You are viewing a plain text version of this content. The canonical link for it is here.

Posted to users@solr.apache.org by gnandre <ar...@gmail.com> on 2022/09/23 15:51:39 UTC

Atomic indexing as default indexing

Is there a way to make atomic indexing default?

Say, even if some clients send non-atomic indexing requests, it should get
converted to atomic indexing requests on Solr end, is that possible?

I am asking because we usually run into the following issue:
1. Client A is the major contributor of almost all the fields of  a Solr
document.

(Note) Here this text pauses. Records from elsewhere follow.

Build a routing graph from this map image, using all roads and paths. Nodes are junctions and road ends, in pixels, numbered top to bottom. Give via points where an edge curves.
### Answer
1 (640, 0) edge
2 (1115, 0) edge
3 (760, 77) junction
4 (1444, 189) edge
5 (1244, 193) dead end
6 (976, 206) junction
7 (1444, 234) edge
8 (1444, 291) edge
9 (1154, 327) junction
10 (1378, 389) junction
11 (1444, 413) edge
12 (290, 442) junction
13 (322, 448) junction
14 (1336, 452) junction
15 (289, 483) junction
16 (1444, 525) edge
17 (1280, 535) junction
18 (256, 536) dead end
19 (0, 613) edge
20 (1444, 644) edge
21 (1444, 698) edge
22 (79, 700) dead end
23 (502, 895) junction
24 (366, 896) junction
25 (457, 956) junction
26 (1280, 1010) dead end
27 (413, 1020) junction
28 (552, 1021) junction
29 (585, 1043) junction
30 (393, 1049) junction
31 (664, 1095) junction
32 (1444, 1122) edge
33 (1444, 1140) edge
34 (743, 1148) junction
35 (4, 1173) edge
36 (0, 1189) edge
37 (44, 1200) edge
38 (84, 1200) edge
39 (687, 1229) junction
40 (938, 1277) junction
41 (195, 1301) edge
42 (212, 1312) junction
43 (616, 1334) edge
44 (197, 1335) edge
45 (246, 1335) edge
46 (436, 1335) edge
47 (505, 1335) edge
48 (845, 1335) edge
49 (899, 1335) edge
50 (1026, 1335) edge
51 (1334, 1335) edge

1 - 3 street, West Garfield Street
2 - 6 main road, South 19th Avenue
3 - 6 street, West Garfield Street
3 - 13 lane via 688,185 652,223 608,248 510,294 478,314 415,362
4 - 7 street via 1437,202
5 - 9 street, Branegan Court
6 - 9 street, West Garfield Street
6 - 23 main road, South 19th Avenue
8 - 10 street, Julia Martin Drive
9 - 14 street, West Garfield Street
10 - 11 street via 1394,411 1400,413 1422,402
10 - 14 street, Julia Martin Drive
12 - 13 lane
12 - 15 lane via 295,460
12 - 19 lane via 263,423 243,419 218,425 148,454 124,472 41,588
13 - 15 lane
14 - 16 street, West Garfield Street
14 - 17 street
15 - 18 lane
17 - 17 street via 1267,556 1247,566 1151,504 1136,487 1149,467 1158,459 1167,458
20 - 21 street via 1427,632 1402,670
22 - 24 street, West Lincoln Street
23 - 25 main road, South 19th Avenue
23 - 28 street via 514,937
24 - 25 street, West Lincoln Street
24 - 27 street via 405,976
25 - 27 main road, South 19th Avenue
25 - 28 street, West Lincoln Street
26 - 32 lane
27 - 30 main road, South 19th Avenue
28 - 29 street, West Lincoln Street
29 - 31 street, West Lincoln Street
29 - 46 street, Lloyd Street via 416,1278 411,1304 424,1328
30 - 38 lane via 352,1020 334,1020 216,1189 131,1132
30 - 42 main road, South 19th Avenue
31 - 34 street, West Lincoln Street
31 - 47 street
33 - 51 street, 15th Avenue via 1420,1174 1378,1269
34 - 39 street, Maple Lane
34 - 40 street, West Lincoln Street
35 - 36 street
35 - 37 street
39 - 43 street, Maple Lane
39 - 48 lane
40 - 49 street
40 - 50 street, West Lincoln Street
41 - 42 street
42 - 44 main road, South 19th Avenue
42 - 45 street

This is non-atomic indexing.
2. Client B contributes some additional fields to the same document and
does this with atomic indexing.
3. If Client A indexes again, the fields populated by Client B are wiped
out.

If we make all indexing atomic indexing on Solr end then we won't run into
this problem (except in a rare case where Client A deletes the document
then indexes it back, this is fine and we can deal with it because it is
rare)

Re: Exception with embedded Solr (was: Re: Atomic indexing as default indexing)

Posted by Shawn Heisey <el...@elyograg.org.INVALID>.

On 9/23/22 15:08, Shawn Heisey wrote:
> have removed the email headers that would bury this message inside a 
> thread that has nothing to do with it

I *thought*  had removed those headers.  But the message got buried anyway.

Shawn

Exception with embedded Solr (was: Re: Atomic indexing as default indexing)

Posted by Shawn Heisey <ap...@elyograg.org.INVALID>.

On 9/23/22 12:07, L H wrote:
> Hello dear colleagues,
>
> I was using Embedded solr on JAVA 8 for caching some data - however, I am
> required to update JAVA to version 17.
>
> I can see that core container is not able to access home directory.
>
> Below is the exception I get; could someone please help me to know to fix
> the issue?

I have removed the email headers that would bury this message inside a 
thread that has nothing to do with it, which is where I found your 
message.  You didn't even change the subject.  Please do not reply to an 
existing message unless that message is directly related to what you are 
sending.  Start a brand new message with a new subject for a new topic.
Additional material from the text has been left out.